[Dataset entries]
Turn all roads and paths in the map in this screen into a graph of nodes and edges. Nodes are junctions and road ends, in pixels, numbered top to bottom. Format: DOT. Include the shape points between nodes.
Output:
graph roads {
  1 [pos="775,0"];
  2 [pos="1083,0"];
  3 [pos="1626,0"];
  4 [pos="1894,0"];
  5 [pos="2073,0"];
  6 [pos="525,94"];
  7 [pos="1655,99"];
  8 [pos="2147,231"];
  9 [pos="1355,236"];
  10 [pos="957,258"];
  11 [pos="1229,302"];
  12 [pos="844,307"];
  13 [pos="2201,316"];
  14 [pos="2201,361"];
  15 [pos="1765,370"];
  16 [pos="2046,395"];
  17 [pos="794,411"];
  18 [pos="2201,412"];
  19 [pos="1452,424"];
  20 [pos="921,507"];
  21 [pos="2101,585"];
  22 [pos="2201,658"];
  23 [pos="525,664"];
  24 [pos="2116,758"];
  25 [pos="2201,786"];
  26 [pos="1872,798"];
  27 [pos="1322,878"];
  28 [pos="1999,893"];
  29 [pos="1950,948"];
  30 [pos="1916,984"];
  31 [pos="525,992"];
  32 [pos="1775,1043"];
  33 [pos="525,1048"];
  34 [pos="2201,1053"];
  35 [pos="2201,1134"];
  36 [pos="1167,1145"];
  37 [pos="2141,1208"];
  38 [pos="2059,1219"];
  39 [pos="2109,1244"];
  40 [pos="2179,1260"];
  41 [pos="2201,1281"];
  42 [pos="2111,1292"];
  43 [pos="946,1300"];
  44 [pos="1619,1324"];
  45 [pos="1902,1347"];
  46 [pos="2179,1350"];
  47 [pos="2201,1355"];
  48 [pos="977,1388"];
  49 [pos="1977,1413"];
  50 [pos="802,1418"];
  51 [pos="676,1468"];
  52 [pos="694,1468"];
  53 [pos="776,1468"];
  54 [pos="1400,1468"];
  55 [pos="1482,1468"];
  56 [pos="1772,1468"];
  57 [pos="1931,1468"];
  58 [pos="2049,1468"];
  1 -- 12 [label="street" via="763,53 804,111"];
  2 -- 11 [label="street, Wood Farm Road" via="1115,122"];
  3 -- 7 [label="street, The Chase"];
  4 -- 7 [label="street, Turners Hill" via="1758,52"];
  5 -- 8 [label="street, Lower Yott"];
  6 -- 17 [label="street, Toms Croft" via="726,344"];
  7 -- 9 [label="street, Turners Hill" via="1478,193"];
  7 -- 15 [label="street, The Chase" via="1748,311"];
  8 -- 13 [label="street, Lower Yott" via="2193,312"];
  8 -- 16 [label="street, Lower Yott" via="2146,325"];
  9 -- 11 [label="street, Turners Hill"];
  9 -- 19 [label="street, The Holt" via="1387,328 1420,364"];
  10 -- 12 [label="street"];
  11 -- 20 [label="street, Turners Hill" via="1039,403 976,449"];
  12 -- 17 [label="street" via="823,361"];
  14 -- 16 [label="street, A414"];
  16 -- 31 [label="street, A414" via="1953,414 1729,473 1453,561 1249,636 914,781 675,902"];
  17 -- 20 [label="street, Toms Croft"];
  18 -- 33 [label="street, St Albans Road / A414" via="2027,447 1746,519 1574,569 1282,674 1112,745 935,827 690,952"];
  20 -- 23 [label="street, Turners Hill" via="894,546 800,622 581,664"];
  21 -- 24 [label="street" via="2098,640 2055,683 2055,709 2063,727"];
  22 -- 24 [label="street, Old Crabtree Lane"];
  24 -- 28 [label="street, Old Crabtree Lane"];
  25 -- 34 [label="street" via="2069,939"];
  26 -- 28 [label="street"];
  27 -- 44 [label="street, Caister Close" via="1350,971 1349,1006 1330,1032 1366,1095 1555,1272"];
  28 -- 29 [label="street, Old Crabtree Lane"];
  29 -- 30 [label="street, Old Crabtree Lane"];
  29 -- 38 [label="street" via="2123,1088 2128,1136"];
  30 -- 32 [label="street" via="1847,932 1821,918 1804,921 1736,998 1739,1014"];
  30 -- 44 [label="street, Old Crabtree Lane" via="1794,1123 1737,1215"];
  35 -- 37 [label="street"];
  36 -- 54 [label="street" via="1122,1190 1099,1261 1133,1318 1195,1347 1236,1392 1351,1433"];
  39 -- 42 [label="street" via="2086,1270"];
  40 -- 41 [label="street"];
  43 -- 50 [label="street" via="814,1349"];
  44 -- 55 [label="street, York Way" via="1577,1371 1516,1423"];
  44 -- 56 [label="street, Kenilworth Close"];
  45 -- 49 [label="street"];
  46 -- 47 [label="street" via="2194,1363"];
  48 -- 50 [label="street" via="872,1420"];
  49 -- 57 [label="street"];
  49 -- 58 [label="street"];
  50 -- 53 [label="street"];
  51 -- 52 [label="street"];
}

• **Work instructions**:
Would you restate every record word for word?

• **Exercise response**:
Turn all roads and paths in the map in this screen into a graph of nodes and edges. Nodes are junctions and road ends, in pixels, numbered top to bottom. Format: DOT. Include the shape points between nodes.
Output:
graph roads {
  1 [pos="775,0"];
  2 [pos="1083,0"];
  3 [pos="1626,0"];
  4 [pos="1894,0"];
  5 [pos="2073,0"];
  6 [pos="525,94"];
  7 [pos="1655,99"];
  8 [pos="2147,231"];
  9 [pos="1355,236"];
  10 [pos="957,258"];
  11 [pos="1229,302"];
  12 [pos="844,307"];
  13 [pos="2201,316"];
  14 [pos="2201,361"];
  15 [pos="1765,370"];
  16 [pos="2046,395"];
  17 [pos="794,411"];
  18 [pos="2201,412"];
  19 [pos="1452,424"];
  20 [pos="921,507"];
  21 [pos="2101,585"];
  22 [pos="2201,658"];
  23 [pos="525,664"];
  24 [pos="2116,758"];
  25 [pos="2201,786"];
  26 [pos="1872,798"];
  27 [pos="1322,878"];
  28 [pos="1999,893"];
  29 [pos="1950,948"];
  30 [pos="1916,984"];
  31 [pos="525,992"];
  32 [pos="1775,1043"];
  33 [pos="525,1048"];
  34 [pos="2201,1053"];
  35 [pos="2201,1134"];
  36 [pos="1167,1145"];
  37 [pos="2141,1208"];
  38 [pos="2059,1219"];
  39 [pos="2109,1244"];
  40 [pos="2179,1260"];
  41 [pos="2201,1281"];
  42 [pos="2111,1292"];
  43 [pos="946,1300"];
  44 [pos="1619,1324"];
  45 [pos="1902,1347"];
  46 [pos="2179,1350"];
  47 [pos="2201,1355"];
  48 [pos="977,1388"];
  49 [pos="1977,1413"];
  50 [pos="802,1418"];
  51 [pos="676,1468"];
  52 [pos="694,1468"];
  53 [pos="776,1468"];
  54 [pos="1400,1468"];
  55 [pos="1482,1468"];
  56 [pos="1772,1468"];
  57 [pos="1931,1468"];
  58 [pos="2049,1468"];
  1 -- 12 [label="street" via="763,53 804,111"];
  2 -- 11 [label="street, Wood Farm Road" via="1115,122"];
  3 -- 7 [label="street, The Chase"];
  4 -- 7 [label="street, Turners Hill" via="1758,52"];
  5 -- 8 [label="street, Lower Yott"];
  6 -- 17 [label="street, Toms Croft" via="726,344"];
  7 -- 9 [label="street, Turners Hill" via="1478,193"];
  7 -- 15 [label="street, The Chase" via="1748,311"];
  8 -- 13 [label="street, Lower Yott" via="2193,312"];
  8 -- 16 [label="street, Lower Yott" via="2146,325"];
  9 -- 11 [label="street, Turners Hill"];
  9 -- 19 [label="street, The Holt" via="1387,328 1420,364"];
  10 -- 12 [label="street"];
  11 -- 20 [label="street, Turners Hill" via="1039,403 976,449"];
  12 -- 17 [label="street" via="823,361"];
  14 -- 16 [label="street, A414"];
  16 -- 31 [label="street, A414" via="1953,414 1729,473 1453,561 1249,636 914,781 675,902"];
  17 -- 20 [label="street, Toms Croft"];
  18 -- 33 [label="street, St Albans Road / A414" via="2027,447 1746,519 1574,569 1282,674 1112,745 935,827 690,952"];
  20 -- 23 [label="street, Turners Hill" via="894,546 800,622 581,664"];
  21 -- 24 [label="street" via="2098,640 2055,683 2055,709 2063,727"];
  22 -- 24 [label="street, Old Crabtree Lane"];
  24 -- 28 [label="street, Old Crabtree Lane"];
  25 -- 34 [label="street" via="2069,939"];
  26 -- 28 [label="street"];
  27 -- 44 [label="street, Caister Close" via="1350,971 1349,1006 1330,1032 1366,1095 1555,1272"];
  28 -- 29 [label="street, Old Crabtree Lane"];
  29 -- 30 [label="street, Old Crabtree Lane"];
  29 -- 38 [label="street" via="2123,1088 2128,1136"];
  30 -- 32 [label="street" via="1847,932 1821,918 1804,921 1736,998 1739,1014"];
  30 -- 44 [label="street, Old Crabtree Lane" via="1794,1123 1737,1215"];
  35 -- 37 [label="street"];
  36 -- 54 [label="street" via="1122,1190 1099,1261 1133,1318 1195,1347 1236,1392 1351,1433"];
  39 -- 42 [label="street" via="2086,1270"];
  40 -- 41 [label="street"];
  43 -- 50 [label="street" via="814,1349"];
  44 -- 55 [label="street, York Way" via="1577,1371 1516,1423"];
  44 -- 56 [label="street, Kenilworth Close"];
  45 -- 49 [label="street"];
  46 -- 47 [label="street" via="2194,1363"];
  48 -- 50 [label="street" via="872,1420"];
  49 -- 57 [label="street"];
  49 -- 58 [label="street"];
  50 -- 53 [label="street"];
  51 -- 52 [label="street"];
}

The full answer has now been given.